### Exercise instructions
Restate all of the data exactly.

Dataset entries:
*-*-*

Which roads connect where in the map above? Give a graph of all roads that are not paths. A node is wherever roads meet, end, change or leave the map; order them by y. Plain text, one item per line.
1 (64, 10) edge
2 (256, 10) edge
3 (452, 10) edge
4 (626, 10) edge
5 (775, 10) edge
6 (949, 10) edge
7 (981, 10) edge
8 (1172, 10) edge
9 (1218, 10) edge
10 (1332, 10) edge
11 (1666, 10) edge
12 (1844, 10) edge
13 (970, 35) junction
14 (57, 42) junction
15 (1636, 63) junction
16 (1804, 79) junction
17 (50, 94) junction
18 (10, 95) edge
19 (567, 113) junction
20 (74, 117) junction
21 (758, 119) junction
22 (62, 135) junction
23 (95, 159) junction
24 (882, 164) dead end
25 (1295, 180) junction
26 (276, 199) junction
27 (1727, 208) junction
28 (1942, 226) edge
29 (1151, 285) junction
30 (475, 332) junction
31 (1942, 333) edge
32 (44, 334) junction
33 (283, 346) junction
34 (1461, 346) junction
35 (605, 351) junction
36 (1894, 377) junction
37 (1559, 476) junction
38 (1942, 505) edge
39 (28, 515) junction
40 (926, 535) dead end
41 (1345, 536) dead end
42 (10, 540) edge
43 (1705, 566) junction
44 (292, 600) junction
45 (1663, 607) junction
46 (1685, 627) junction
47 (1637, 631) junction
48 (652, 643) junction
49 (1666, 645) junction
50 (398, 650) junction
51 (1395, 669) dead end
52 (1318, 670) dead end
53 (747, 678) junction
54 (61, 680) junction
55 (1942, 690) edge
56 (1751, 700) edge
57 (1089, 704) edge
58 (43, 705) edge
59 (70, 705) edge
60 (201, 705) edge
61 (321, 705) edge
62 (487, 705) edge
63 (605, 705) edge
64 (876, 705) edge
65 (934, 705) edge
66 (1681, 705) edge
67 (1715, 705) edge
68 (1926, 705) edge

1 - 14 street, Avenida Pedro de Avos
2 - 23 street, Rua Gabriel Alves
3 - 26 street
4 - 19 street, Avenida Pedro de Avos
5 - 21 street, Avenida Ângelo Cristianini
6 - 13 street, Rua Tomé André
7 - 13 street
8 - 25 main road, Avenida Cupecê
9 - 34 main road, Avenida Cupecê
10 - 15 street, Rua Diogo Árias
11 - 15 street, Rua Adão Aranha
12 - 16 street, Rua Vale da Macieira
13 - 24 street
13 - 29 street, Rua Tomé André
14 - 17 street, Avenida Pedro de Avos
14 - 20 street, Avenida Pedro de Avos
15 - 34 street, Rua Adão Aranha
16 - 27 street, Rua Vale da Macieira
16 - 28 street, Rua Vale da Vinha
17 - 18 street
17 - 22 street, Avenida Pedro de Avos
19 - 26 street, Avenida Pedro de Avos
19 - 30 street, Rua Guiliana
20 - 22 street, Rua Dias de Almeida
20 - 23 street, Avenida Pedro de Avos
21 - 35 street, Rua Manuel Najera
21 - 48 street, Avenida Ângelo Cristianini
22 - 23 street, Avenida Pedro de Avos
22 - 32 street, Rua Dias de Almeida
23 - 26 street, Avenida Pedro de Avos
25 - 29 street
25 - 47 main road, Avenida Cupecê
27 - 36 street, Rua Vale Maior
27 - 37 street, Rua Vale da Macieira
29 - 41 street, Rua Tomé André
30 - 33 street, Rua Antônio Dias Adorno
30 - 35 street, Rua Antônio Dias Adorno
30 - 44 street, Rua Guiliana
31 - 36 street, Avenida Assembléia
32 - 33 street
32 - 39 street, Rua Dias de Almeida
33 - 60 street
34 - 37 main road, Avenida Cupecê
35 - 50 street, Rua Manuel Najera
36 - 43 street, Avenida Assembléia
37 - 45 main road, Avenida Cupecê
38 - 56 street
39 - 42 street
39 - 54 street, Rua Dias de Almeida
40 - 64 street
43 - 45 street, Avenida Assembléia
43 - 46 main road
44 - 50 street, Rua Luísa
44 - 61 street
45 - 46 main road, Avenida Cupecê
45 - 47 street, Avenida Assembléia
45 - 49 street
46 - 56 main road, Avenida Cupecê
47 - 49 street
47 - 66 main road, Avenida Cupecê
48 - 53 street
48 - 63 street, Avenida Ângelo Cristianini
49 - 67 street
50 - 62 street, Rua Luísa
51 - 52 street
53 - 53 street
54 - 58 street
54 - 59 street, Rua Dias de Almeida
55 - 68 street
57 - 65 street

*-*-*

### Solution to this exercise
Which roads connect where in the map above? Give a graph of all roads that are not paths. A node is wherever roads meet, end, change or leave the map; order them by y. Plain text, one item per line.
1 (64, 10) edge
2 (256, 10) edge
3 (452, 10) edge
4 (626, 10) edge
5 (775, 10) edge
6 (949, 10) edge
7 (981, 10) edge
8 (1172, 10) edge
9 (1218, 10) edge
10 (1332, 10) edge
11 (1666, 10) edge
12 (1844, 10) edge
13 (970, 35) junction
14 (57, 42) junction
15 (1636, 63) junction
16 (1804, 79) junction
17 (50, 94) junction
18 (10, 95) edge
19 (567, 113) junction
20 (74, 117) junction
21 (758, 119) junction
22 (62, 135) junction
23 (95, 159) junction
24 (882, 164) dead end
25 (1295, 180) junction
26 (276, 199) junction
27 (1727, 208) junction
28 (1942, 226) edge
29 (1151, 285) junction
30 (475, 332) junction
31 (1942, 333) edge
32 (44, 334) junction
33 (283, 346) junction
34 (1461, 346) junction
35 (605, 351) junction
36 (1894, 377) junction
37 (1559, 476) junction
38 (1942, 505) edge
39 (28, 515) junction
40 (926, 535) dead end
41 (1345, 536) dead end
42 (10, 540) edge
43 (1705, 566) junction
44 (292, 600) junction
45 (1663, 607) junction
46 (1685, 627) junction
47 (1637, 631) junction
48 (652, 643) junction
49 (1666, 645) junction
50 (398, 650) junction
51 (1395, 669) dead end
52 (1318, 670) dead end
53 (747, 678) junction
54 (61, 680) junction
55 (1942, 690) edge
56 (1751, 700) edge
57 (1089, 704) edge
58 (43, 705) edge
59 (70, 705) edge
60 (201, 705) edge
61 (321, 705) edge
62 (487, 705) edge
63 (605, 705) edge
64 (876, 705) edge
65 (934, 705) edge
66 (1681, 705) edge
67 (1715, 705) edge
68 (1926, 705) edge

1 - 14 street, Avenida Pedro de Avos
2 - 23 street, Rua Gabriel Alves
3 - 26 street
4 - 19 street, Avenida Pedro de Avos
5 - 21 street, Avenida Ângelo Cristianini
6 - 13 street, Rua Tomé André
7 - 13 street
8 - 25 main road, Avenida Cupecê
9 - 34 main road, Avenida Cupecê
10 - 15 street, Rua Diogo Árias
11 - 15 street, Rua Adão Aranha
12 - 16 street, Rua Vale da Macieira
13 - 24 street
13 - 29 street, Rua Tomé André
14 - 17 street, Avenida Pedro de Avos
14 - 20 street, Avenida Pedro de Avos
15 - 34 street, Rua Adão Aranha
16 - 27 street, Rua Vale da Macieira
16 - 28 street, Rua Vale da Vinha
17 - 18 street
17 - 22 street, Avenida Pedro de Avos
19 - 26 street, Avenida Pedro de Avos
19 - 30 street, Rua Guiliana
20 - 22 street, Rua Dias de Almeida
20 - 23 street, Avenida Pedro de Avos
21 - 35 street, Rua Manuel Najera
21 - 48 street, Avenida Ângelo Cristianini
22 - 23 street, Avenida Pedro de Avos
22 - 32 street, Rua Dias de Almeida
23 - 26 street, Avenida Pedro de Avos
25 - 29 street
25 - 47 main road, Avenida Cupecê
27 - 36 street, Rua Vale Maior
27 - 37 street, Rua Vale da Macieira
29 - 41 street, Rua Tomé André
30 - 33 street, Rua Antônio Dias Adorno
30 - 35 street, Rua Antônio Dias Adorno
30 - 44 street, Rua Guiliana
31 - 36 street, Avenida Assembléia
32 - 33 street
32 - 39 street, Rua Dias de Almeida
33 - 60 street
34 - 37 main road, Avenida Cupecê
35 - 50 street, Rua Manuel Najera
36 - 43 street, Avenida Assembléia
37 - 45 main road, Avenida Cupecê
38 - 56 street
39 - 42 street
39 - 54 street, Rua Dias de Almeida
40 - 64 street
43 - 45 street, Avenida Assembléia
43 - 46 main road
44 - 50 street, Rua Luísa
44 - 61 street
45 - 46 main road, Avenida Cupecê
45 - 47 street, Avenida Assembléia
45 - 49 street
46 - 56 main road, Avenida Cupecê
47 - 49 street
47 - 66 main road, Avenida Cupecê
48 - 53 street
48 - 63 street, Avenida Ângelo Cristianini
49 - 67 street
50 - 62 street, Rua Luísa
51 - 52 street
53 - 53 street
54 - 58 street
54 - 59 street, Rua Dias de Almeida
55 - 68 street
57 - 65 street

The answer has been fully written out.